I know Envato has different products.
https://envato.com/#products
.. and Zurb
http://zurb.com/services
http://foundation.zurb.com/
http://zurb.com/university/courses
From the jQuery website you can navigate to other libraries (in the top bar).
http://jquery.com/
And of course the Stackexchange websites.
Just by the brief visits alone when collecting these links, I can already say unifying the header is done by all these examples. But by taking one step back you can see it's more about making components the same. The same shape, the same font, the same base colours, etc. The difference lies in the bolder accent colours. They gave every product it's own theme with it's own color scheme. The base colours are the same, like for example an offwhite color for the background, the same shade of black for the font, but different colours for the header, buttons and other links.
That is if you would want to unify the products, but still give the products their own unique identity.
I'm currently working for a company that has, well it's basically one product, but it has a bunch of modules that are basically different products.

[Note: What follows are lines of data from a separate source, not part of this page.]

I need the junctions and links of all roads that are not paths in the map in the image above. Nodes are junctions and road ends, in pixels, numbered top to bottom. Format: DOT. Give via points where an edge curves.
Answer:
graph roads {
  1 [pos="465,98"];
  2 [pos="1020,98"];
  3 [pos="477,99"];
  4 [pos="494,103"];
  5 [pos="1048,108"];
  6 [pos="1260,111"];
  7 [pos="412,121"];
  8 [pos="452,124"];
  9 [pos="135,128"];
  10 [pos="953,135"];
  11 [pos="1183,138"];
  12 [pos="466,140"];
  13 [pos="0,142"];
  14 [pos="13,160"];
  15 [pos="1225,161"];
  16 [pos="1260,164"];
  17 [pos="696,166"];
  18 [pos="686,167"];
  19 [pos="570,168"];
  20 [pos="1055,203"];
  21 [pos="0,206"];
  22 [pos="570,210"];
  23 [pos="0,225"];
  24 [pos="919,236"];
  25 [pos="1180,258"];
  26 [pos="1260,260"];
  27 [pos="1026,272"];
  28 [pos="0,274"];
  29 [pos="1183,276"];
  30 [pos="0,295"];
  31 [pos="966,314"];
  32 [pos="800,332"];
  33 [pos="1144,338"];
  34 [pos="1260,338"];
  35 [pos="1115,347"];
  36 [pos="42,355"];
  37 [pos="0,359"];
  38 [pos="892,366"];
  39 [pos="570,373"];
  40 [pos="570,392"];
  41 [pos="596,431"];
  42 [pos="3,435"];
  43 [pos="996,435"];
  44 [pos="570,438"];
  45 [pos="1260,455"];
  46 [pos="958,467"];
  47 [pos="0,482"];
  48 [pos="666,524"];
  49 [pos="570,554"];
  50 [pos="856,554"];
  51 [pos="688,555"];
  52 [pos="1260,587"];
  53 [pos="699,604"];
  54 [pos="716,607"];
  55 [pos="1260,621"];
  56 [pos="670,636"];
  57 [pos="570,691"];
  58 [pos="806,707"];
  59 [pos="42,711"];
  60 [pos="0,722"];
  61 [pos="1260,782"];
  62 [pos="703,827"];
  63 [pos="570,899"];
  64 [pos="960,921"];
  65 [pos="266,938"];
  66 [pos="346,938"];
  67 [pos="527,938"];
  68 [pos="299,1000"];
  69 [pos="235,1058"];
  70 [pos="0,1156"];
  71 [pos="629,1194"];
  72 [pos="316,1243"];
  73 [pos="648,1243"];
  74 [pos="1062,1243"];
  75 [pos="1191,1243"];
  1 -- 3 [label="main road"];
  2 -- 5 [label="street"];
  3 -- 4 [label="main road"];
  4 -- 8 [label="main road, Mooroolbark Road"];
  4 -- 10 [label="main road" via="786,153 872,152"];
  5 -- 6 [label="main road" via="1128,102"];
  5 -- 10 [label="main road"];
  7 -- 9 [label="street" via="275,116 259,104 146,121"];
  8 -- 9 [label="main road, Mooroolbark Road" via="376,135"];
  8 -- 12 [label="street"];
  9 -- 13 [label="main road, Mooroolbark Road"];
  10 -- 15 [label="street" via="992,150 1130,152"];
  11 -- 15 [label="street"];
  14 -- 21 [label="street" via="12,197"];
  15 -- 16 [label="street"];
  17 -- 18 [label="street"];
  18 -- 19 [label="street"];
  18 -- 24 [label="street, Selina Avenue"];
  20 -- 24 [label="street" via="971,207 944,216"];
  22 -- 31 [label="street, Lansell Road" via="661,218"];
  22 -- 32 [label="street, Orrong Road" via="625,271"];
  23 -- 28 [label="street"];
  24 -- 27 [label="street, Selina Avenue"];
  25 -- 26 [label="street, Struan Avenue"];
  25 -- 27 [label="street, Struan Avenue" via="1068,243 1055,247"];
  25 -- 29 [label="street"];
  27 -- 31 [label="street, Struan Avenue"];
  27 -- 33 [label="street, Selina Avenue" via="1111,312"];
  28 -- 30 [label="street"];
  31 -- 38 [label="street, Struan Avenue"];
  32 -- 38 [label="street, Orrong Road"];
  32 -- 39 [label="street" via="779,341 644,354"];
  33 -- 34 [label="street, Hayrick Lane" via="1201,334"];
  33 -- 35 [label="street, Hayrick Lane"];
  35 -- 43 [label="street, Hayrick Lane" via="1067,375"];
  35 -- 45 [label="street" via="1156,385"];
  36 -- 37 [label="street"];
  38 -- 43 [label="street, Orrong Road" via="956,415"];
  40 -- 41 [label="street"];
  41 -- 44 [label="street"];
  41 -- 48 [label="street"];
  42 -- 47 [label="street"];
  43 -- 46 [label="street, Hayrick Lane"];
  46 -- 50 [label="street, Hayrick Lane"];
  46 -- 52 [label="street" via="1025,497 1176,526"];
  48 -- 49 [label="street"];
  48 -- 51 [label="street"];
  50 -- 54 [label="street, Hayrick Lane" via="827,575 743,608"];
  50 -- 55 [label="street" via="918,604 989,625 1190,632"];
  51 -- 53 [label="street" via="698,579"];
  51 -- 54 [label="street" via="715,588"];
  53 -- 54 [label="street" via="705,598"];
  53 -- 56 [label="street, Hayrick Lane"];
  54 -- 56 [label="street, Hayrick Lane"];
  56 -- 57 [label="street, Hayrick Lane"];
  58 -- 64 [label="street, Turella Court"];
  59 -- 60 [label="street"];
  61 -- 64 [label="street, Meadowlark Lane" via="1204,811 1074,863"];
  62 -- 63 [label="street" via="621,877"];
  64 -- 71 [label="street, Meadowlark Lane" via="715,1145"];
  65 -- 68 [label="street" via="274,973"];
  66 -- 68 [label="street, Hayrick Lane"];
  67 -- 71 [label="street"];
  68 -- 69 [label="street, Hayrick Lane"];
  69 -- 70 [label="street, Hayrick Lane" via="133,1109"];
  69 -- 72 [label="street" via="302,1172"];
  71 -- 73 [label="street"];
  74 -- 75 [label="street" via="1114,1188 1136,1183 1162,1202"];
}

They all look the same, but only the content differs. That would be taking it to the extreme. But we were able to start from scratch and are with an team of 8.
If the task is forcing you to revamp the entire design of all the products there are some pointers I want to leave you with. I don't know what the products are you're talking about and how loyal your customers are, but people don't like change and big changes could scare them off.
Big changes could be unavoidable, but there are some things you can do to minimize any loss.
1. Small steps. Make small changes and ease people into it.
2. Preview the design. Make the new design optional. Offer it in beta stage and ask users if they would want to test it out. This is also great for testing. After official release, keep the new design optional for some time and force it on the left over users after some time. Do warn them ahead of time. This method is also great, because it makes people feel as if they are early adopters. It could make users more loyal.